Ce projet a nécessité des caméras spéciales pour faire face au froid, sans que le dispositif soit aussi ambitieux que pour Le peuple migrateur (2001) sur les vols d'oiseaux. Les plans de la banquise, les rares en silence et une poignée d'apartés (comme le passage du manchot solitaire égaré) sont épargnés par le filtre avilissant global ; la beauté des paysages et des animaux surnage quoiqu'il arrive. L'anthropomorphisme est maladroit et vain, n'apportant pas plus de substance à ces aventures ni à ces personnages. Ce sont des animaux occupés à leurs besoins, tout en monologuant avec une emphase de légendes sur catalogues, à mi-chemin entre l'onomatopée tragique et la prose lyrique. L'intensité romanesque est très faible, donc le calcul général pas payant sinon aberrant. Le film est court, plein d'images fortes, de digressions plus poignantes, il repousse facilement l'ennui de surface. Vu l'ampleur du projet et de la marche, la séance reste attractive, voire plus dans le contexte de sa sortie. Elle peut notamment séduire un public réfractaire au genre documentaire, même animalier.
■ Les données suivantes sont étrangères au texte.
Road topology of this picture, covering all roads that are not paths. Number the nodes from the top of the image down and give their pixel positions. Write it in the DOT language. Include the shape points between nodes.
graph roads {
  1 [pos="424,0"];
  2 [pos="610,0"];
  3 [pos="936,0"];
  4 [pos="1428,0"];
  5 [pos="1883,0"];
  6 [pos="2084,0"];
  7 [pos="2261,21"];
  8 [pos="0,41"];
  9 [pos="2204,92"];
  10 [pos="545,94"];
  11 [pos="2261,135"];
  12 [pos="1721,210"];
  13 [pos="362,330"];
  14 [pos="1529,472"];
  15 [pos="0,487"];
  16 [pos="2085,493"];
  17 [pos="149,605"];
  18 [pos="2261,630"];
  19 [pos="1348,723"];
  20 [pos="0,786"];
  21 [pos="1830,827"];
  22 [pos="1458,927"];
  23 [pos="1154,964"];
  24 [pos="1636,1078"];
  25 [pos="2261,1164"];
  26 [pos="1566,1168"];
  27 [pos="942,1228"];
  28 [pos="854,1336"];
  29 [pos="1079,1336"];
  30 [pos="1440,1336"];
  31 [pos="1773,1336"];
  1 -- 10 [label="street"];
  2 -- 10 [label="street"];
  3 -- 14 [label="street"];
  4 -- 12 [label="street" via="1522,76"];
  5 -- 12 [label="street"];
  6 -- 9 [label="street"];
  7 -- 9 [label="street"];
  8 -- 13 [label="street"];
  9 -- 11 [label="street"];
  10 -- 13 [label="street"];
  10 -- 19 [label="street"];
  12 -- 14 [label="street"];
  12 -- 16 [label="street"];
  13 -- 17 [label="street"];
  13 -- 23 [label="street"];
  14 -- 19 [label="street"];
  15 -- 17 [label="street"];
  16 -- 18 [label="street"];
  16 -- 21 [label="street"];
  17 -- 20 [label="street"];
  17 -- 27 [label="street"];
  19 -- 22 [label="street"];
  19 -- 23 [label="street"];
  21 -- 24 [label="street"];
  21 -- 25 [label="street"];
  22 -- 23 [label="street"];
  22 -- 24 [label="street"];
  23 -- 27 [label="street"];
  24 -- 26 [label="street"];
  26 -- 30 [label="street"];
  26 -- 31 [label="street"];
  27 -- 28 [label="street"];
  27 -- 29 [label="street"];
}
Il y aura toujours pour sa défense la capture d'images éloquentes et une passion manifeste ; pour le reste, la séance est peu exigeante et enrichissante. Elle n'apprend que des anecdotes – sauf ce que peuvent apporter des images, mais ce sont des panoramiques kawai ou massifs (sans briller dans aucun des deux registres, à cause de cette piteuse valeur ajoutée). Finalement les seuls renseignements sont : les manchots vivent en meute, ont une dégaine pittoresque et tiennent leurs petits sous leurs manteaux. La recherche de gags, effrénée au début, souligne surtout le manque d'imagination et d'attention des monteurs ou décideurs (des chutes et des déplacements 'décalés' en micro-groupe : ces manchots ont la même étendue d'expressions qu'une armée de clones de Fillon). Aucun engagement déclaré, pas d'écologisme à relever ; vu la densité de niaiserie avec si peu de matériau objectif, c'est sans doute un manque pour un bien. Luc Jacquet tournera d'autres films éco-centrés (Il était une forêt, La Glace et le ciel), dont Le renard et l'enfant sorti peu après. Son individualisation radicale de l'animal, sans voix-off ni anthropomorphisme, donnera un résultat bien plus enchanteur et dynamique. La marche de l'empereur lui reste hors-jeu, dérisoire face aux précédents exploits et triomphes dans le genre (Le peuple migrateur et Microcosmos), dont il semble être un héritier surchargé et infantile.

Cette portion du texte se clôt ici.